ASSIGNED TASK: Reproduce, without alteration, every line of the data; exclude the images.

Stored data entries
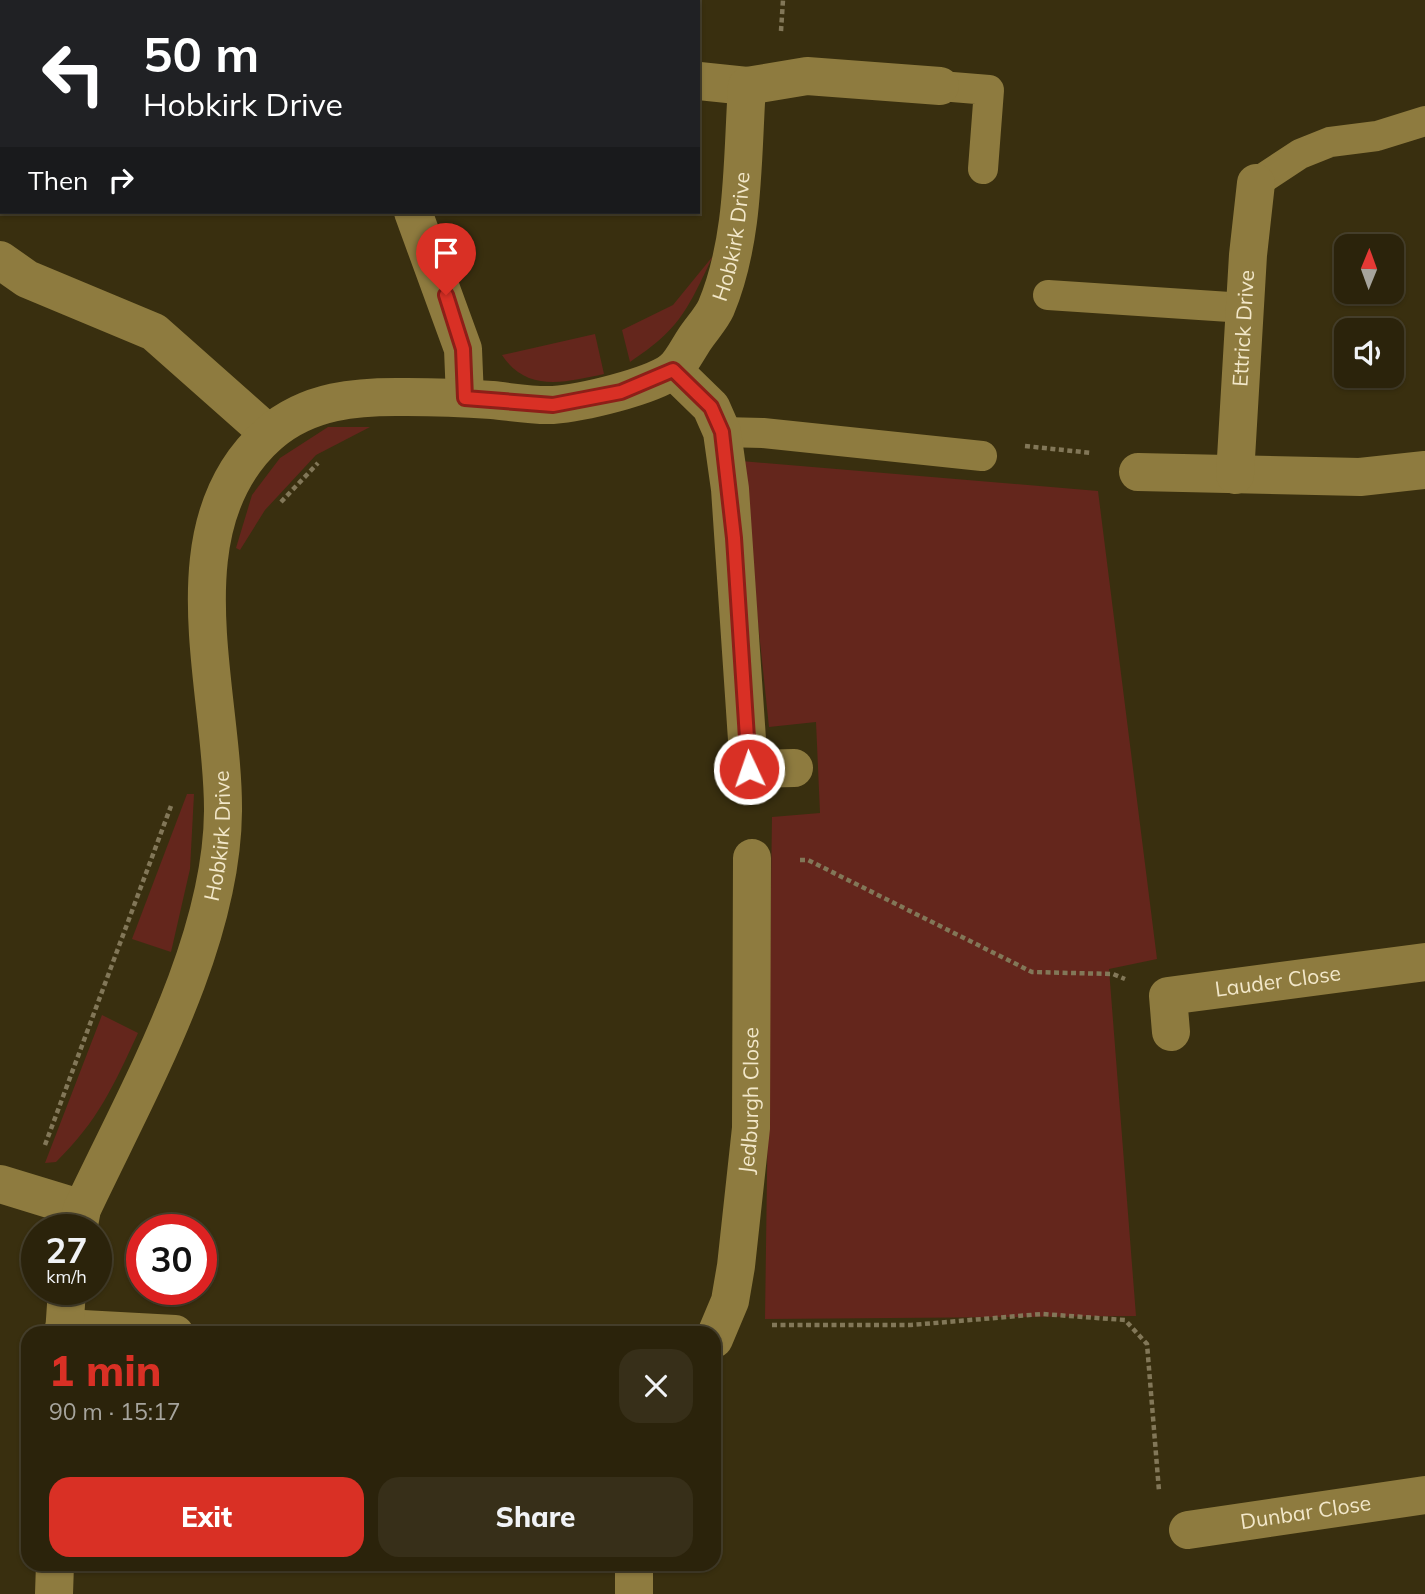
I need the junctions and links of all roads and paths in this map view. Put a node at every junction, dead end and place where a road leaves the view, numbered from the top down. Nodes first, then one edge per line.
1 (700, 81) edge
2 (747, 86) junction
3 (940, 86) joint
4 (1425, 121) edge
5 (983, 169) dead end
6 (1256, 183) joint
7 (414, 214) edge
8 (0, 260) edge
9 (1048, 295) dead end
10 (1245, 308) junction
11 (673, 370) junction
12 (465, 398) junction
13 (722, 432) junction
14 (269, 434) junction
15 (982, 456) joint
16 (319, 461) dead end
17 (1425, 470) edge
18 (1138, 472) joint
19 (1235, 475) junction
20 (277, 506) dead end
21 (794, 768) dead end
22 (174, 796) dead end
23 (752, 858) joint
24 (1425, 962) edge
25 (1170, 1014) joint
26 (14, 1188) edge
27 (68, 1214) edge
28 (83, 1214) edge
29 (67, 1305) edge
30 (64, 1326) edge
31 (720, 1326) edge
32 (721, 1332) edge
33 (1425, 1495) edge
34 (1188, 1530) joint
35 (55, 1571) edge
36 (634, 1571) edge
37 (54, 1594) edge
38 (634, 1594) edge

1 - 2 street
2 - 3 street
2 - 11 street, Hobkirk Drive
3 - 5 lane
4 - 6 lane
6 - 10 street, Ettrick Drive
7 - 12 street
8 - 14 street
9 - 10 lane
10 - 19 street, Ettrick Drive
11 - 12 street, Hobkirk Drive
11 - 13 street
12 - 14 street, Hobkirk Drive
13 - 15 lane
13 - 21 street
14 - 28 street, Hobkirk Drive
15 - 18 path
16 - 20 path
17 - 19 street
18 - 19 street
22 - 26 path
23 - 25 path
23 - 31 street, Jedburgh Close
24 - 25 street, Lauder Close
26 - 27 street
29 - 30 street
32 - 34 path
33 - 34 street, Dunbar Close
35 - 37 street
36 - 38 street

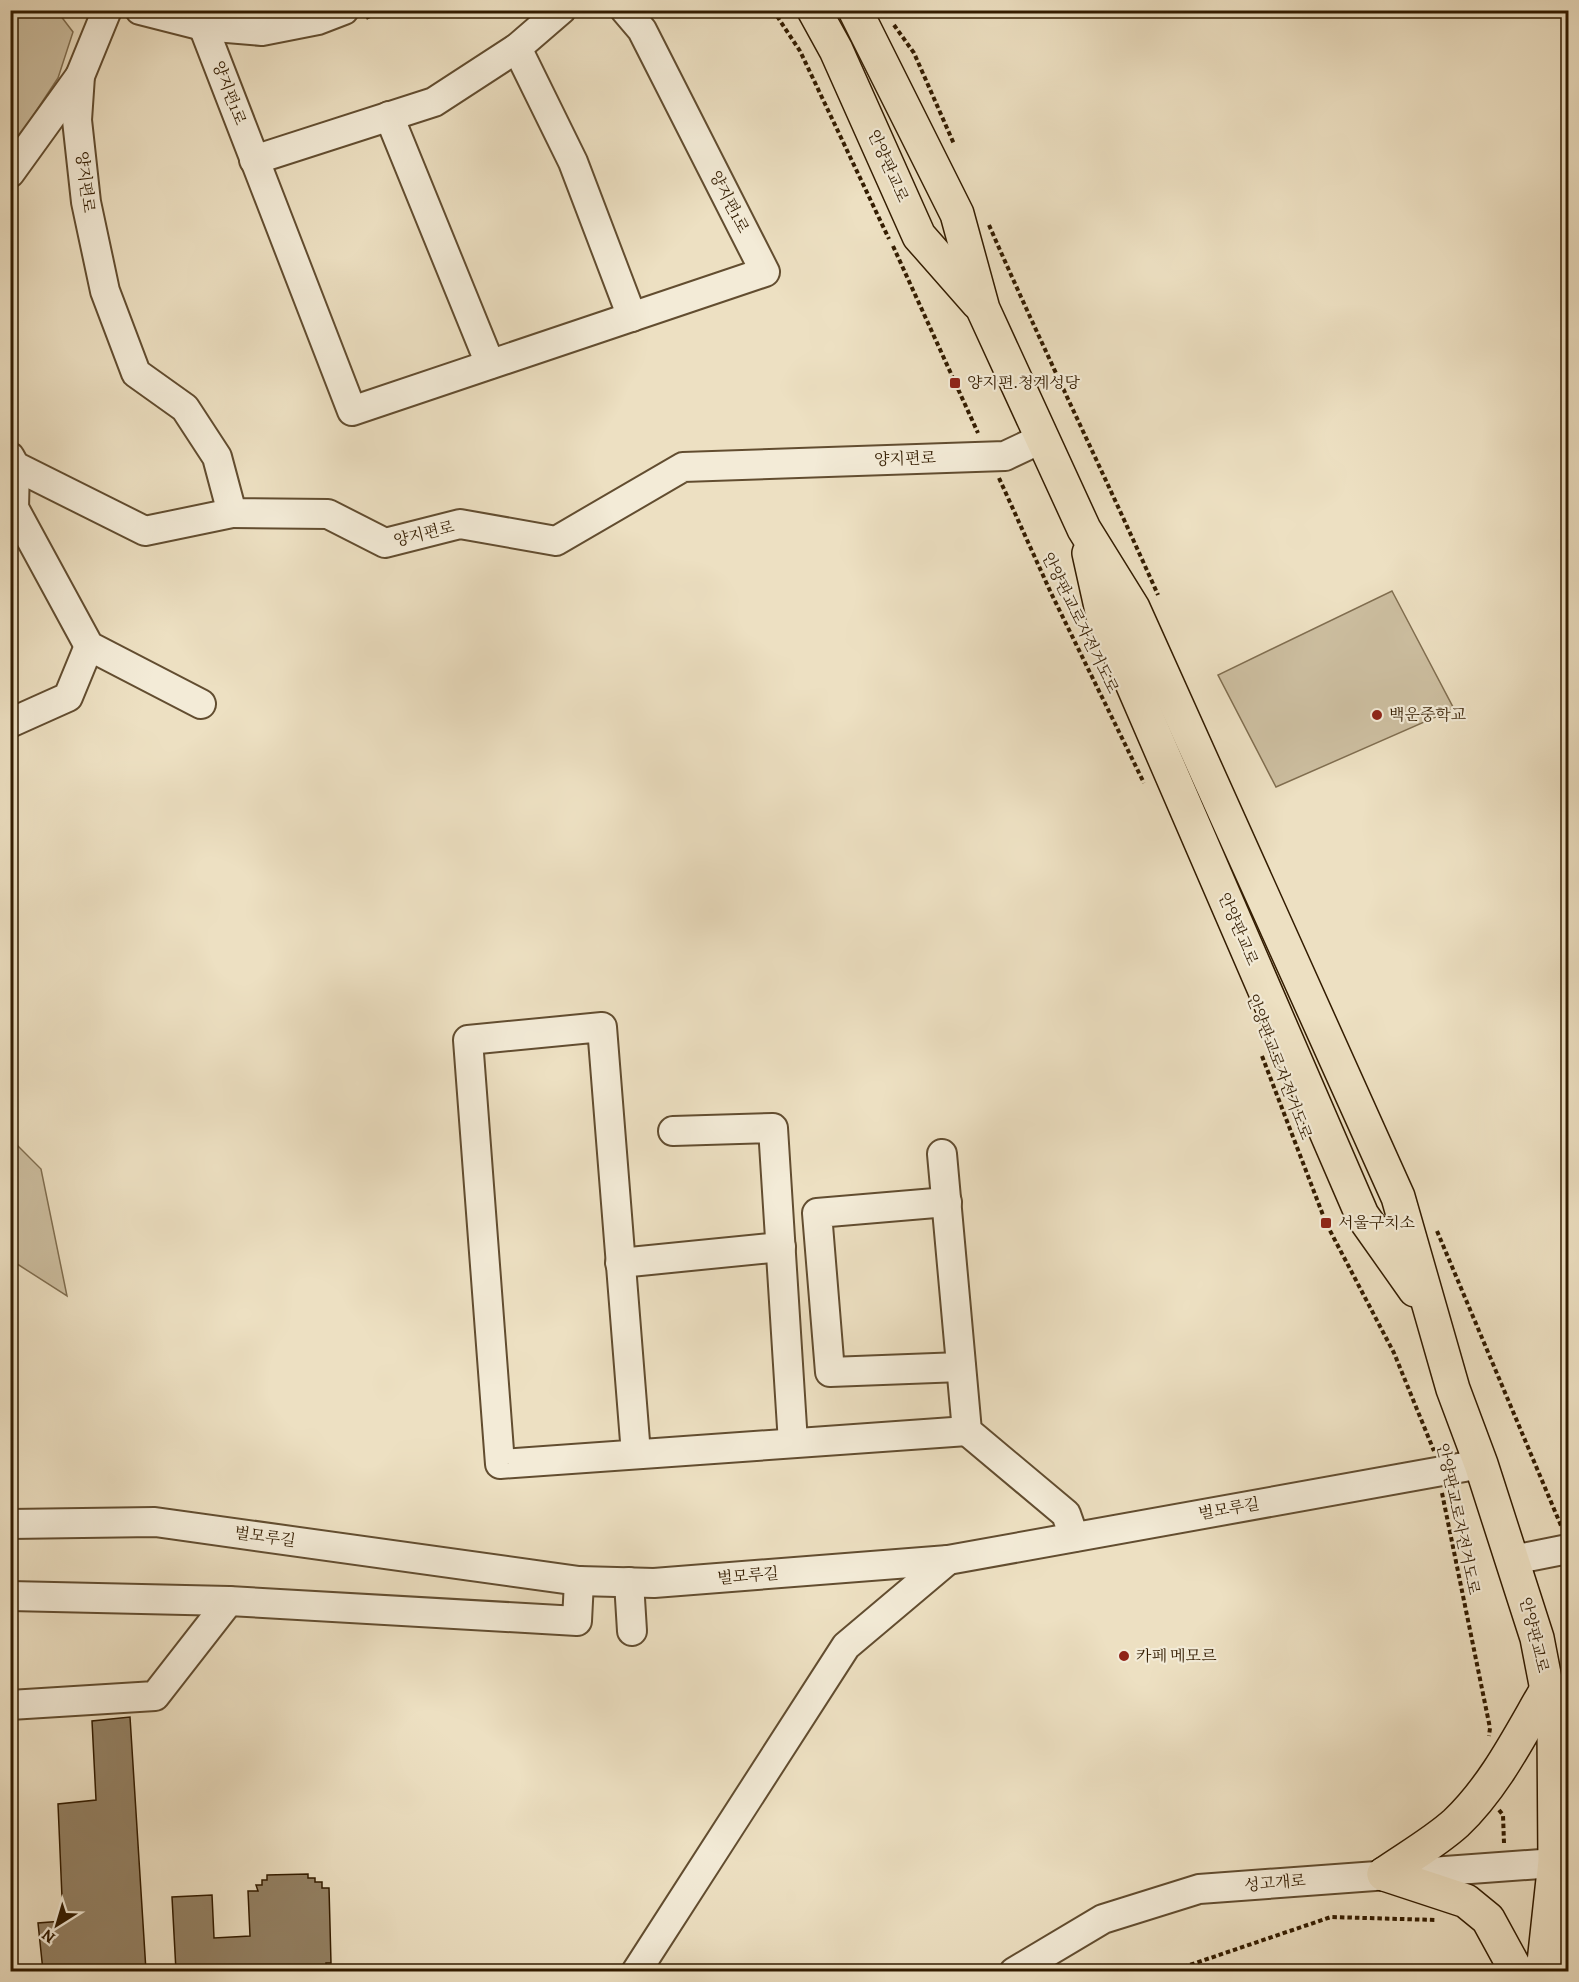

SOLUTION:
I need the junctions and links of all roads and paths in this map view. Put a node at every junction, dead end and place where a road leaves the view, numbered from the top down. Nodes first, then one edge per line.
1 (700, 81) edge
2 (747, 86) junction
3 (940, 86) joint
4 (1425, 121) edge
5 (983, 169) dead end
6 (1256, 183) joint
7 (414, 214) edge
8 (0, 260) edge
9 (1048, 295) dead end
10 (1245, 308) junction
11 (673, 370) junction
12 (465, 398) junction
13 (722, 432) junction
14 (269, 434) junction
15 (982, 456) joint
16 (319, 461) dead end
17 (1425, 470) edge
18 (1138, 472) joint
19 (1235, 475) junction
20 (277, 506) dead end
21 (794, 768) dead end
22 (174, 796) dead end
23 (752, 858) joint
24 (1425, 962) edge
25 (1170, 1014) joint
26 (14, 1188) edge
27 (68, 1214) edge
28 (83, 1214) edge
29 (67, 1305) edge
30 (64, 1326) edge
31 (720, 1326) edge
32 (721, 1332) edge
33 (1425, 1495) edge
34 (1188, 1530) joint
35 (55, 1571) edge
36 (634, 1571) edge
37 (54, 1594) edge
38 (634, 1594) edge

1 - 2 street
2 - 3 street
2 - 11 street, Hobkirk Drive
3 - 5 lane
4 - 6 lane
6 - 10 street, Ettrick Drive
7 - 12 street
8 - 14 street
9 - 10 lane
10 - 19 street, Ettrick Drive
11 - 12 street, Hobkirk Drive
11 - 13 street
12 - 14 street, Hobkirk Drive
13 - 15 lane
13 - 21 street
14 - 28 street, Hobkirk Drive
15 - 18 path
16 - 20 path
17 - 19 street
18 - 19 street
22 - 26 path
23 - 25 path
23 - 31 street, Jedburgh Close
24 - 25 street, Lauder Close
26 - 27 street
29 - 30 street
32 - 34 path
33 - 34 street, Dunbar Close
35 - 37 street
36 - 38 street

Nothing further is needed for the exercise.